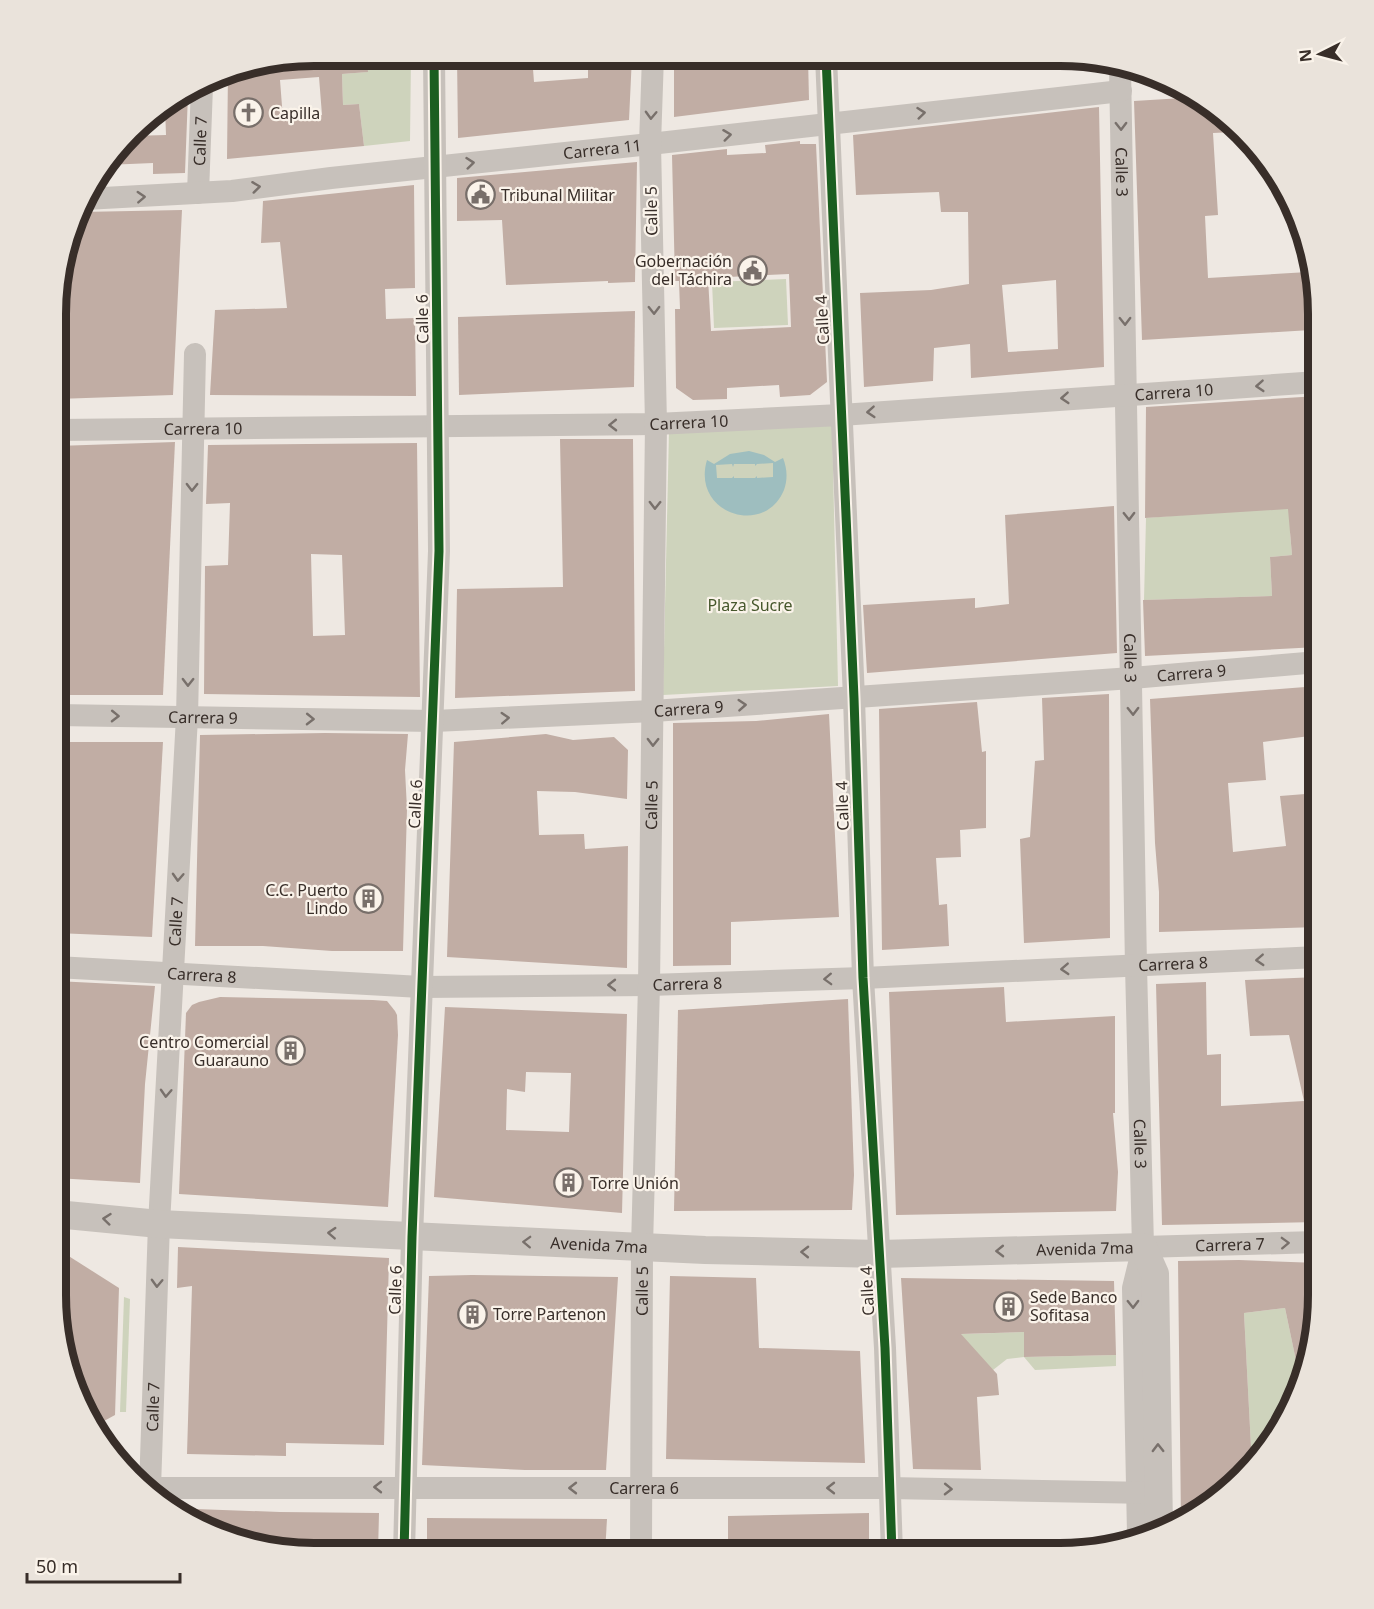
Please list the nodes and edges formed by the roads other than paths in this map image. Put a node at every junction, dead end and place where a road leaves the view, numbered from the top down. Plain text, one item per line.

==

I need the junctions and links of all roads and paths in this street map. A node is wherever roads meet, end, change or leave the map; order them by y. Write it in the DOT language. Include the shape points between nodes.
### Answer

### [AIM OF THE EXERCISE]
Looking at the records above, report how many lines contain the word "nodes". Answer with the number only.

### [EXERCISE SOLUTION]
2